Work to be completed: Where does the word "Prés" occur in the entries below? Copy every line that has it.

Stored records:

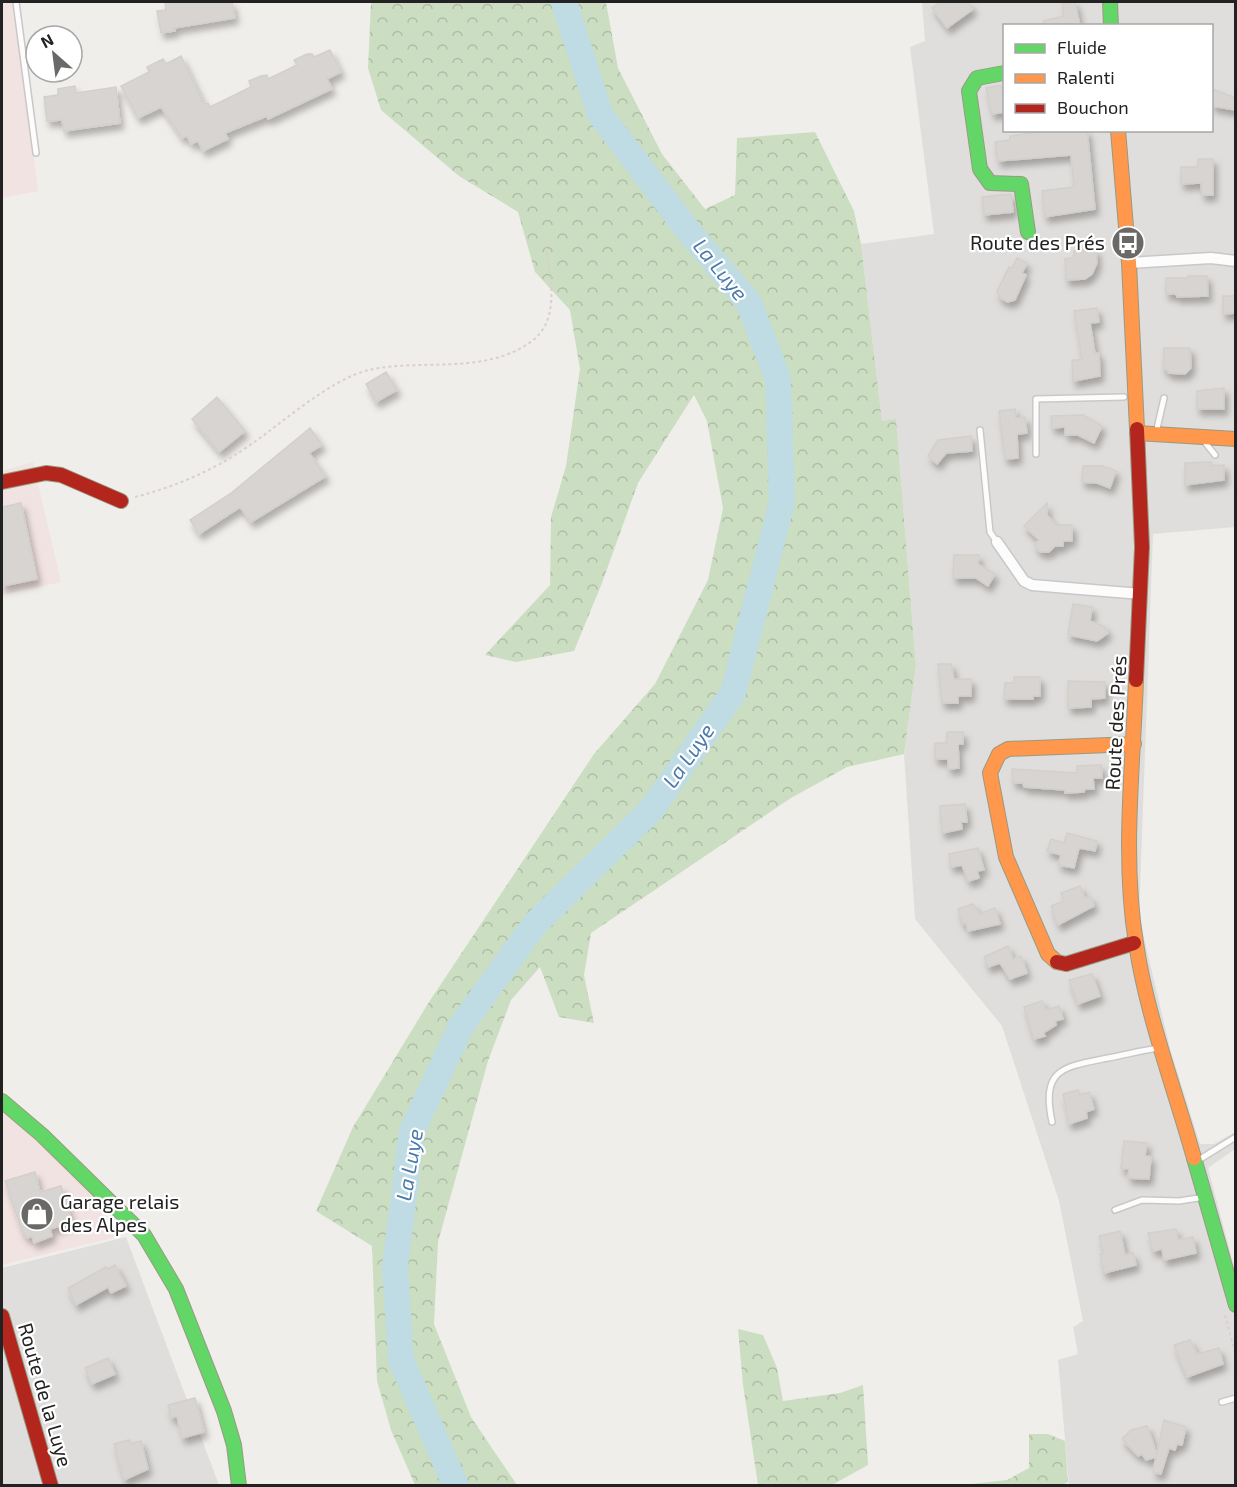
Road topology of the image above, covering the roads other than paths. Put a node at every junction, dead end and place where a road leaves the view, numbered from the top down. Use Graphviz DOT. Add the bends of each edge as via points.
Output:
graph roads {
  1 [pos="16,2"];
  2 [pos="1110,2"];
  3 [pos="1111,24"];
  4 [pos="1003,73"];
  5 [pos="1118,132"];
  6 [pos="36,153"];
  7 [pos="1028,232"];
  8 [pos="1236,261"];
  9 [pos="1129,264"];
  10 [pos="1124,397"];
  11 [pos="1164,398"];
  12 [pos="980,430"];
  13 [pos="1137,433"];
  14 [pos="1155,434"];
  15 [pos="1201,437"];
  16 [pos="1236,440"];
  17 [pos="1036,454"];
  18 [pos="1215,455"];
  19 [pos="2,482"];
  20 [pos="121,501"];
  21 [pos="997,542"];
  22 [pos="1141,594"];
  23 [pos="1134,744"];
  24 [pos="1134,943"];
  25 [pos="1162,1048"];
  26 [pos="2,1101"];
  27 [pos="1052,1122"];
  28 [pos="1236,1137"];
  29 [pos="1196,1162"];
  30 [pos="1206,1196"];
  31 [pos="1115,1210"];
  32 [pos="1236,1305"];
  33 [pos="2,1316"];
  34 [pos="1236,1398"];
  35 [pos="1222,1402"];
  36 [pos="51,1485"];
  37 [pos="239,1485"];
  1 -- 6 [label="lane"];
  2 -- 3 [label="street"];
  4 -- 7 [label="street" via="977,78 969,91 980,169 990,183 1021,184"];
  5 -- 9 [label="street, Route des Prés"];
  8 -- 9 [label="street" via="1211,258"];
  9 -- 13 [label="street, Route des Prés"];
  10 -- 17 [label="lane" via="1036,399"];
  11 -- 14 [label="lane"];
  12 -- 21 [label="lane" via="990,532"];
  13 -- 14 [label="street"];
  13 -- 22 [label="street, Route des Prés"];
  14 -- 15 [label="street"];
  15 -- 16 [label="street"];
  15 -- 18 [label="lane"];
  19 -- 20 [label="street" via="46,473 61,475"];
  21 -- 22 [label="street" via="1024,581 1032,585"];
  22 -- 23 [label="street, Route des Prés"];
  23 -- 24 [label="street, Route des Prés" via="1129,854"];
  23 -- 24 [label="street" via="1008,749 999,754 990,773 1006,857 1048,954 1056,962 1066,964"];
  24 -- 25 [label="street, Route des Prés"];
  25 -- 27 [label="lane" via="1071,1066 1056,1076 1047,1096"];
  25 -- 29 [label="street, Route des Prés"];
  26 -- 37 [label="street" via="144,1236 176,1289 224,1411 234,1445"];
  28 -- 29 [label="lane"];
  29 -- 30 [label="street, Route des Prés"];
  30 -- 31 [label="lane" via="1179,1201 1143,1200"];
  30 -- 32 [label="street, Route des Prés"];
  33 -- 36 [label="street, Route de la Luye"];
  34 -- 35 [label="lane"];
}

Response below:
  5 -- 9 [label="street, Route des Prés"];
  9 -- 13 [label="street, Route des Prés"];
  13 -- 22 [label="street, Route des Prés"];
  22 -- 23 [label="street, Route des Prés"];
  23 -- 24 [label="street, Route des Prés" via="1129,854"];
  24 -- 25 [label="street, Route des Prés"];
  25 -- 29 [label="street, Route des Prés"];
  29 -- 30 [label="street, Route des Prés"];
  30 -- 32 [label="street, Route des Prés"];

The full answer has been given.